The government-run Central Board of Secondary Education (CBSE) says it has received requests for 1.1 million answer sheet copies from more than 400,000 students to crosscheck the results. At least 1.7 million students sat the class 12 exams, which are key to university admissions.
The board says the new on-screen marking (OSM) system is aimed at reducing human error and increasing efficiency.
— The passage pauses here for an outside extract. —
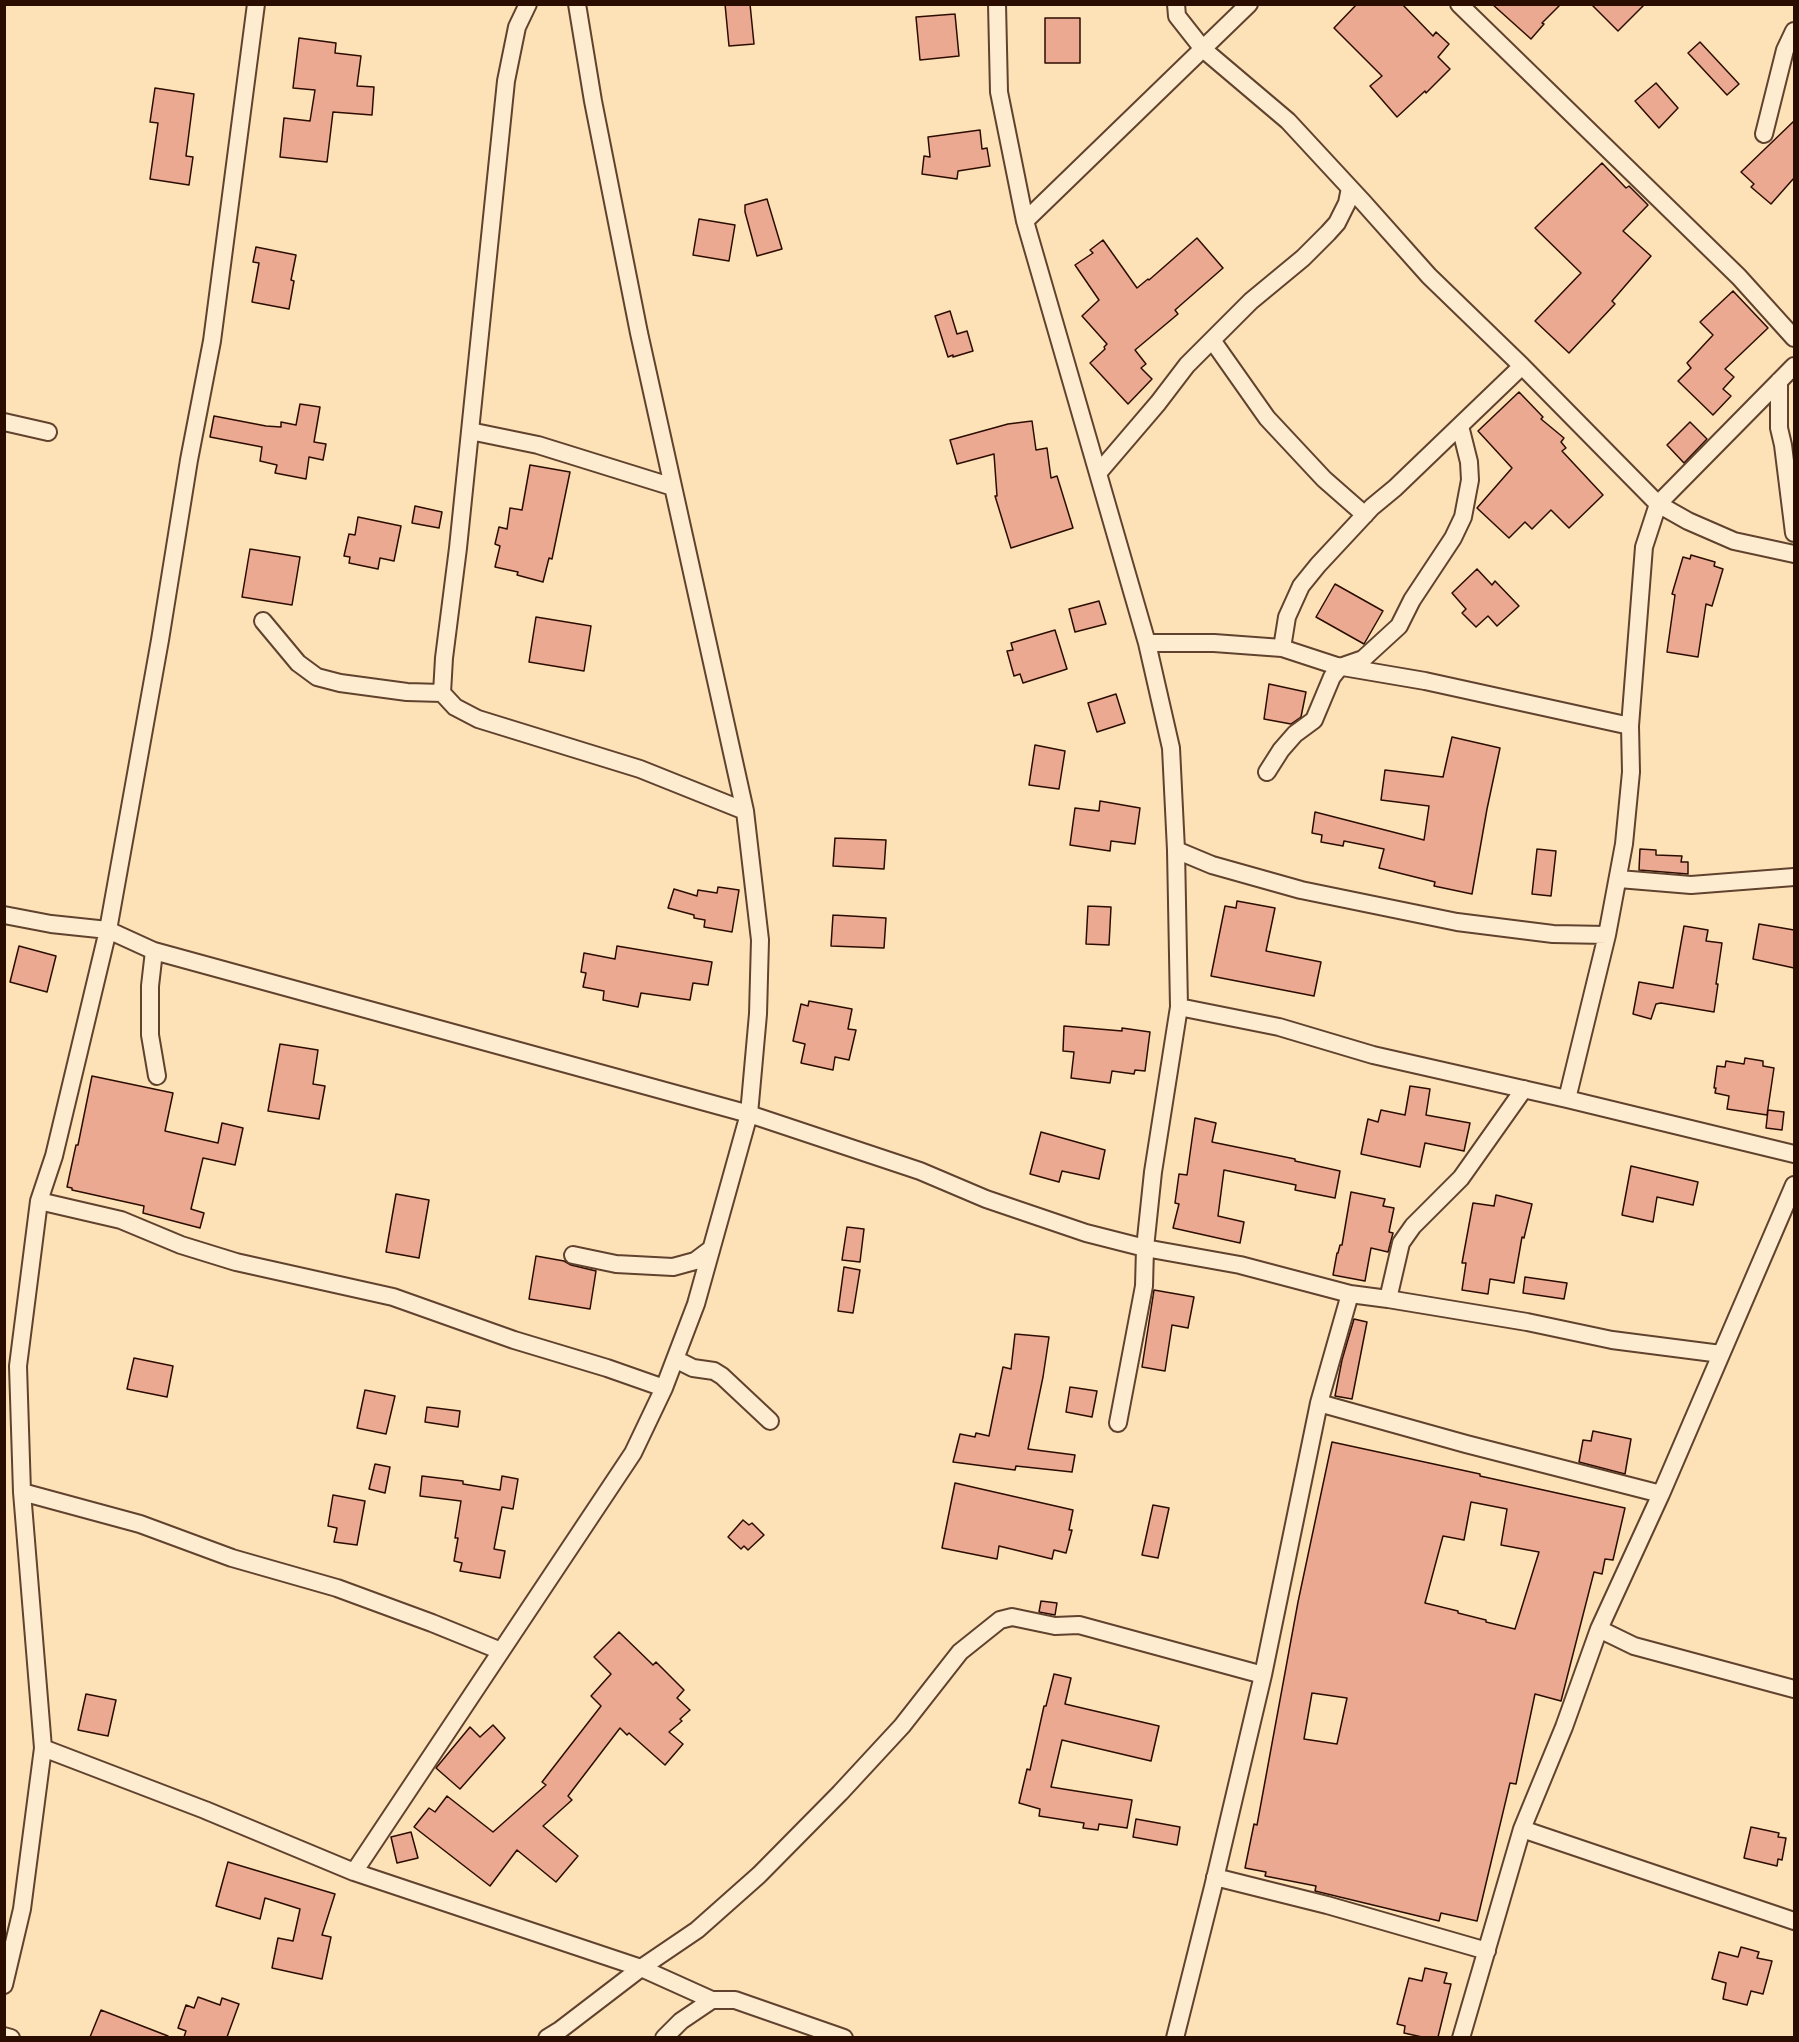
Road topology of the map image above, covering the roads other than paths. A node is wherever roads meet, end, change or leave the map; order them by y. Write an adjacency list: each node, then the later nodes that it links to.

Instead, many students say it has resulted in wrong grades.
In the new system, physical copies of answer sheets are scanned and uploaded to an online portal for teachers to evaluate, with a software then calculating the total mark.
Some students said scanned answer sheets were incomplete or had missing pages, while others reported incorrect marking, blurry scans and mismatched answer sheets.
One mother, Geetu Moza, posted on X that her daughter had lost at least 30 marks despite answers that “exactly matched the official answer”.
“Do the authorities even understand what 30-35 marks can mean for a Class 12 student whose entire future and admission process depends on these scores?” she said. “This is playing with the careers, mental health and future of thousands of students.”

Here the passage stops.